In 1955, the Choksy Commission recommended the establishment of Regional Councils to
take over the functions that were exercised by the Kacheries and in May 1957, the
government of the late S.W.R.D. Bandaranaike presented a draft of the proposed Bill for
the establishment of Regional Councils. Subsequently, in July 1957, the
Bandaranaike-Chelvanayagam Pact made provision for direct election to Regional Councils
and also provided that the subjects covered by Regional Councils shall include
agriculture, cooperatives, lands and land development, colonisation and education. The
Pact however did not survive the opposition of sections of the Sinhala community which
included the United National Party.
In July 1963, the government of Mrs. Bandaranaike declared that early consideration'
would be given to the question of the establishment of District Councils to replace the
Kacheries and the government appointed a Committee on District Councils and the report of
this Committee containing a draft of the proposed Bill to establish District Councils but
again nothing was in fact done.
In 1965, the government of the late Dudley Senanayake declared that it would give
'earnest consideration' to the establishment of District Councils and in 1968 a draft Bill
approved by the Dudley Senanayake Cabinet was presented as a White Paper and this Bill
provided for the establishment of District Councils. This time round, the opposition to
the Bill was spearheaded by the Sri Lanka Freedom Party which professed to follow the
policies of the late S.W.R.D. Bandaranaike who himself had in 1940, 1947 and again in
1957, supported the establishment of Provincial/Regional Councils. In view of the
opposition the Dudley Senanayake government withdrew the Bill that it had presented.
More than 50 years have passed since 1928 and we have moved from Provincial Councils to
Regional Councils and from Regional Councils to District Councils and now from District
Councils back to District/Provincial Councils. We have had the 'early consideration' of
Mrs. Srimavo Bandaranaike and the 'earnest consideration' of the late Dudley Senanayake.
There has been no shortage of Committees and Commissions, of reports and recommendations
but that which was lacking was the political will to recognise the existence of the Tamil
nation. And simultaneous with this process of broken pacts and dishonoured agreements, the
Tamil people were subjected to an ever widening and deepening national oppression aimed at
undermining the integrity of the Tamil nation.
The four basic principles that we have set out at the Thimpu talks as the necessary
framework for any rational dialogue with the Sri Lankan Government are not some mere
theoretical constructs. They represent the hard existential reality of the struggle of the
Tamil people for their fundamental and basic rights. It is a struggle which initially
manifested itself in the demand for a federal constitution in the 1950s and later in the
face of a continuing and increasing oppression and discrimination, found logical
expression in the demand for the independent Tamil state of Eelam or Tamil Eelam. It is a
struggle in which thousands of Tamils have died and many thousands more have lost their
properties and their means of livelihood - they have died and they have suffered so that
their brothers and sisters may live in equality and in freedom.

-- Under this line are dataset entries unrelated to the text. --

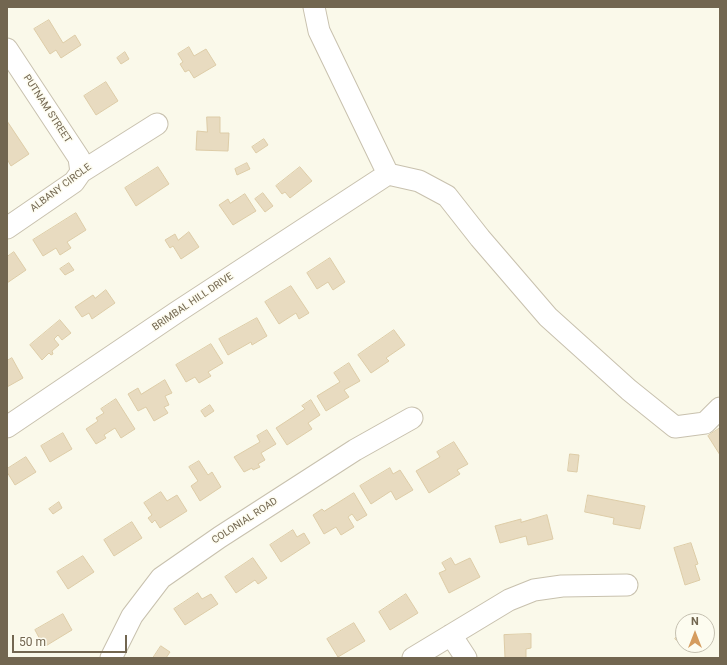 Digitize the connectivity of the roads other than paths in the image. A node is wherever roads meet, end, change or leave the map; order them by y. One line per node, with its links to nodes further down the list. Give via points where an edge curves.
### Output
1 (314, 7): 5 (street, via 318,31)
2 (7, 49): 4 (street, PUTNAM STREET, via 79,158)
3 (157, 124): 4 (street, ALBANY CIRCLE)
4 (81, 172): 6 (street, ALBANY CIRCLE, via 74,182)
5 (384, 176): 7 (street, via 419,181 447,196 548,317 675,428 705,423); 9 (street, BRIMBAL HILL DRIVE)
6 (7, 228)
7 (720, 408)
8 (412, 418): 12 (street, COLONIAL ROAD, via 356,450 161,578 132,616)
9 (7, 427)
10 (627, 585): 11 (street, via 562,586 534,590 509,600)
11 (451, 635): 13 (street); 14 (street)
12 (112, 658)
13 (412, 658)
14 (466, 658) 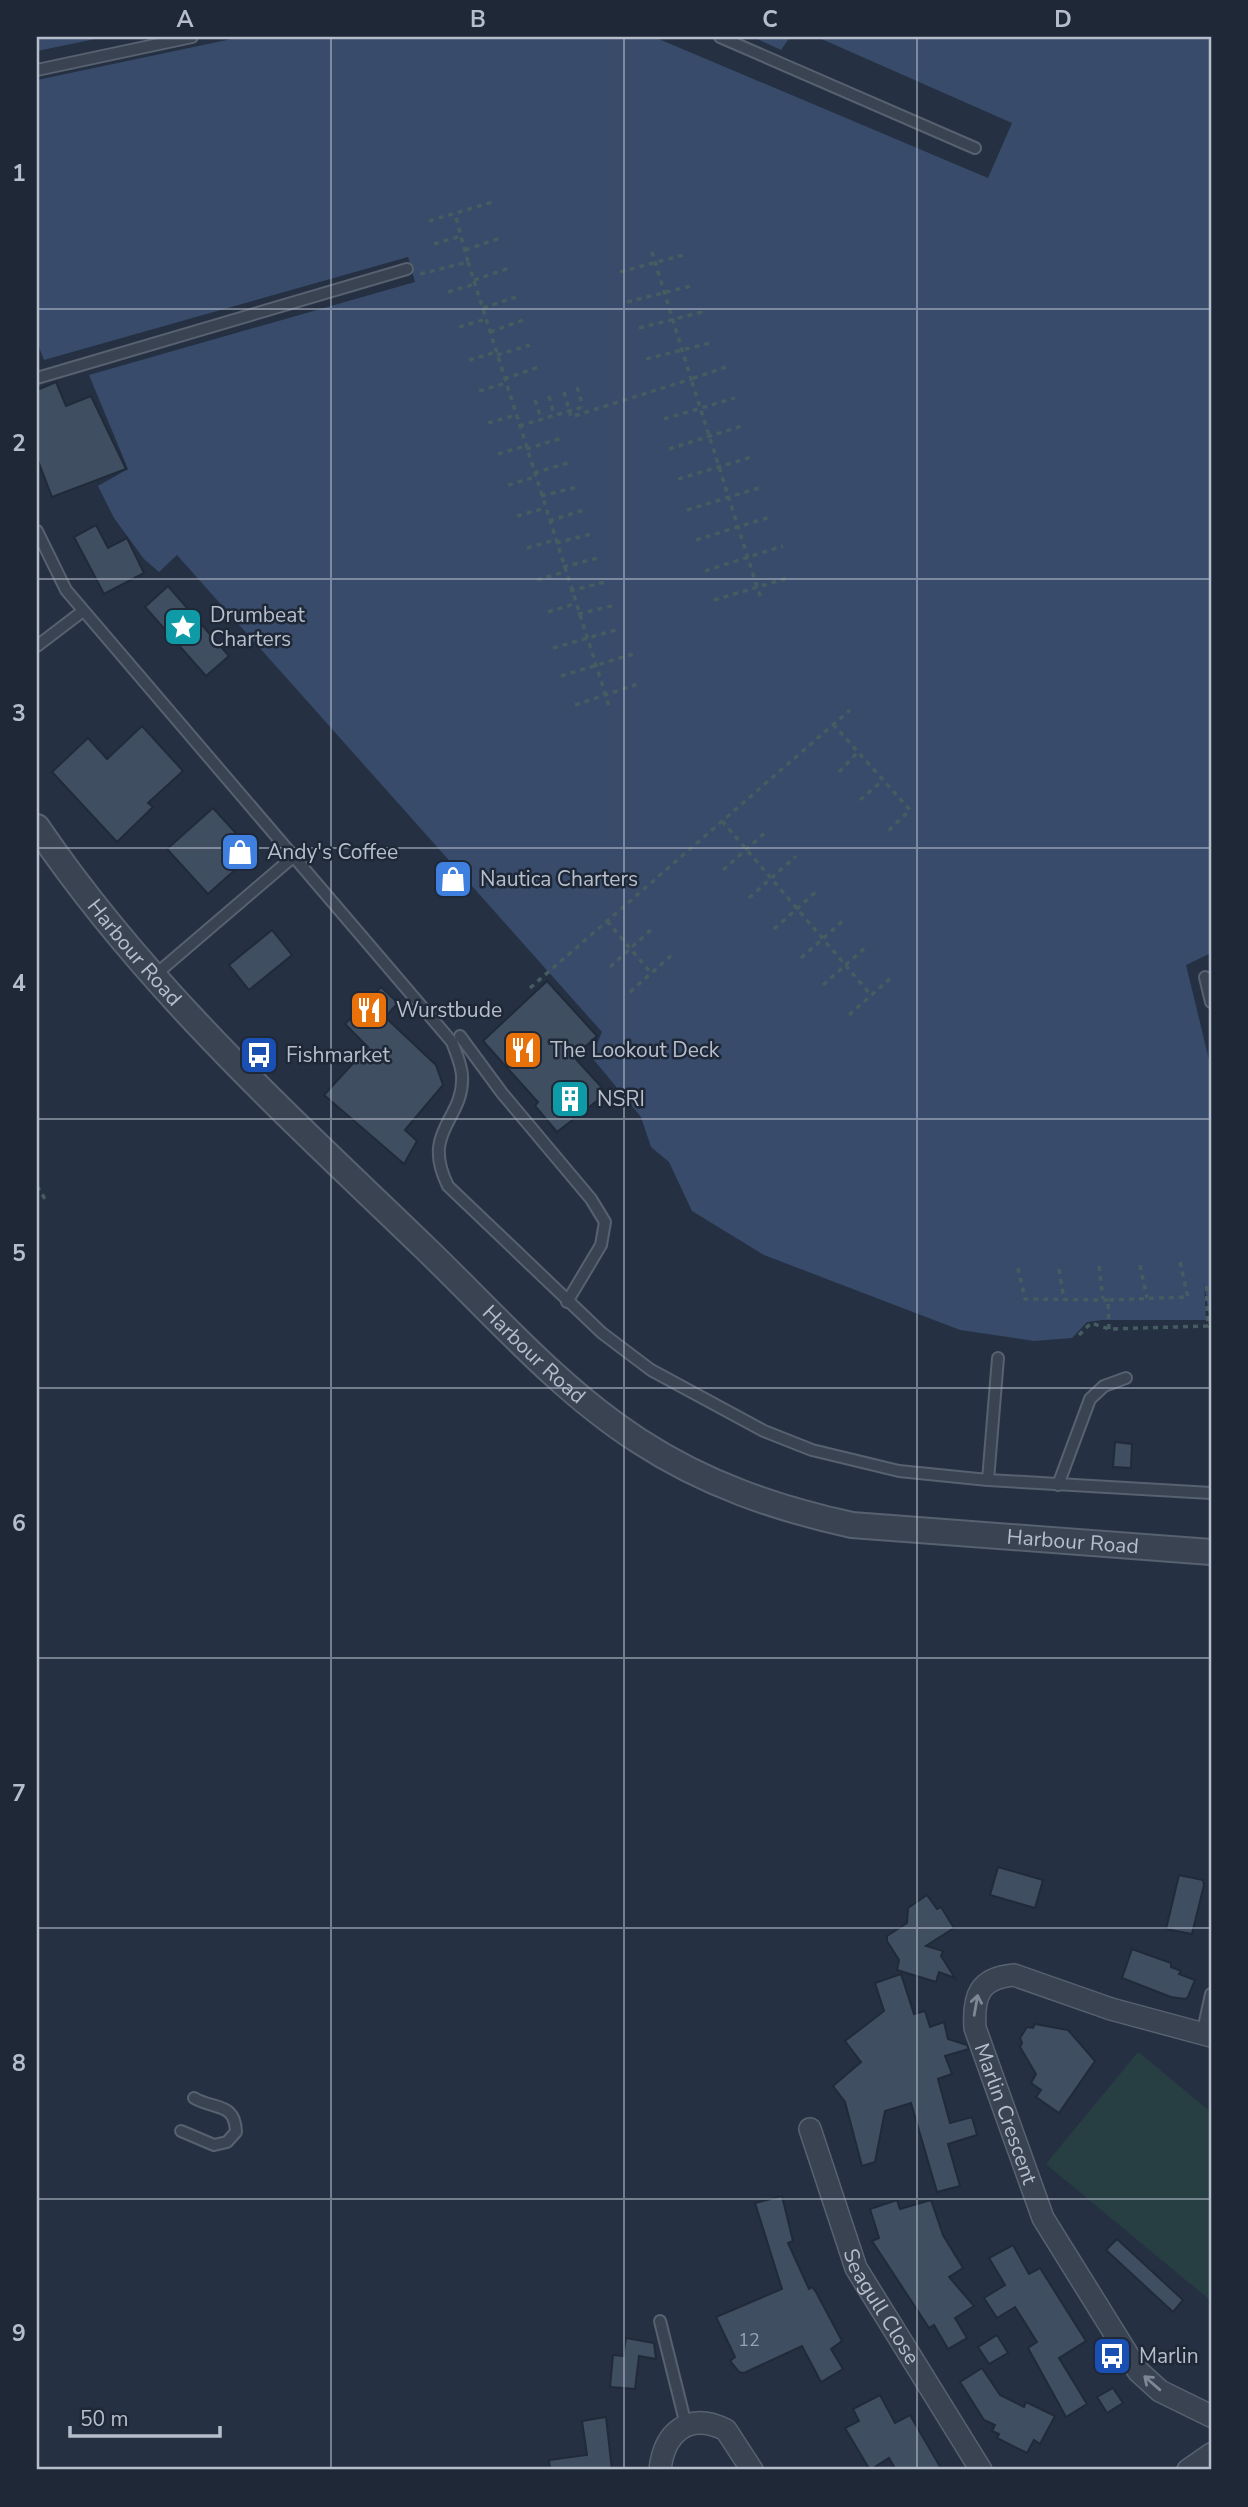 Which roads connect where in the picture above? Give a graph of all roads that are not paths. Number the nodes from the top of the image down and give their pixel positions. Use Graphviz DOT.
graph roads {
  1 [pos="192,37"];
  2 [pos="720,37"];
  3 [pos="37,70"];
  4 [pos="975,148"];
  5 [pos="412,272"];
  6 [pos="37,378"];
  7 [pos="37,531"];
  8 [pos="83,611"];
  9 [pos="37,646"];
  10 [pos="37,827"];
  11 [pos="293,857"];
  12 [pos="153,977"];
  13 [pos="1205,977"];
  14 [pos="1211,1002"];
  15 [pos="460,1035"];
  16 [pos="567,1302"];
  17 [pos="998,1358"];
  18 [pos="1126,1378"];
  19 [pos="988,1480"];
  20 [pos="1058,1485"];
  21 [pos="1211,1493"];
  22 [pos="1211,1552"];
  23 [pos="1211,1994"];
  24 [pos="1207,2036"];
  25 [pos="194,2098"];
  26 [pos="810,2129"];
  27 [pos="181,2131"];
  28 [pos="660,2321"];
  29 [pos="1211,2416"];
  30 [pos="686,2425"];
  31 [pos="1211,2454"];
  32 [pos="660,2470"];
  33 [pos="752,2470"];
  34 [pos="981,2470"];
  35 [pos="1188,2470"];
  1 -- 3 [label="lane"];
  2 -- 4 [label="lane"];
  5 -- 6 [label="lane"];
  7 -- 8 [label="lane"];
  8 -- 9 [label="lane"];
  8 -- 11 [label="lane"];
  10 -- 12 [label="street, Harbour Road"];
  11 -- 12 [label="lane"];
  11 -- 16 [label="lane"];
  12 -- 22 [label="street, Harbour Road"];
  13 -- 14 [label="lane"];
  15 -- 16 [label="lane"];
  16 -- 19 [label="lane"];
  17 -- 19 [label="lane"];
  18 -- 20 [label="lane"];
  19 -- 20 [label="lane"];
  20 -- 21 [label="lane"];
  23 -- 24 [label="lane"];
  29 -- 24 [label="street, Marlin Crescent, one-way"];
  25 -- 27 [label="lane"];
  26 -- 34 [label="street, Seagull Close"];
  28 -- 30 [label="lane"];
  30 -- 32 [label="street"];
  30 -- 33 [label="street"];
  31 -- 35 [label="street"];
}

And so, we declare here at Thimpu, without rancour, and with patience, that we shall
speak at Thimpu, or for that matter anywhere else, on behalf of the Tamil nation or not at
all. And we call upon the Sri Lankan Government to state unequivocally, whether it is
prepared to enter into a rational dialogue on the basis of the framework set out by the
cardinal principles enunciated by us at these talks.
There is one further matter of some considerable importance to which we wish to refer
and we propose to do that in a separate statement.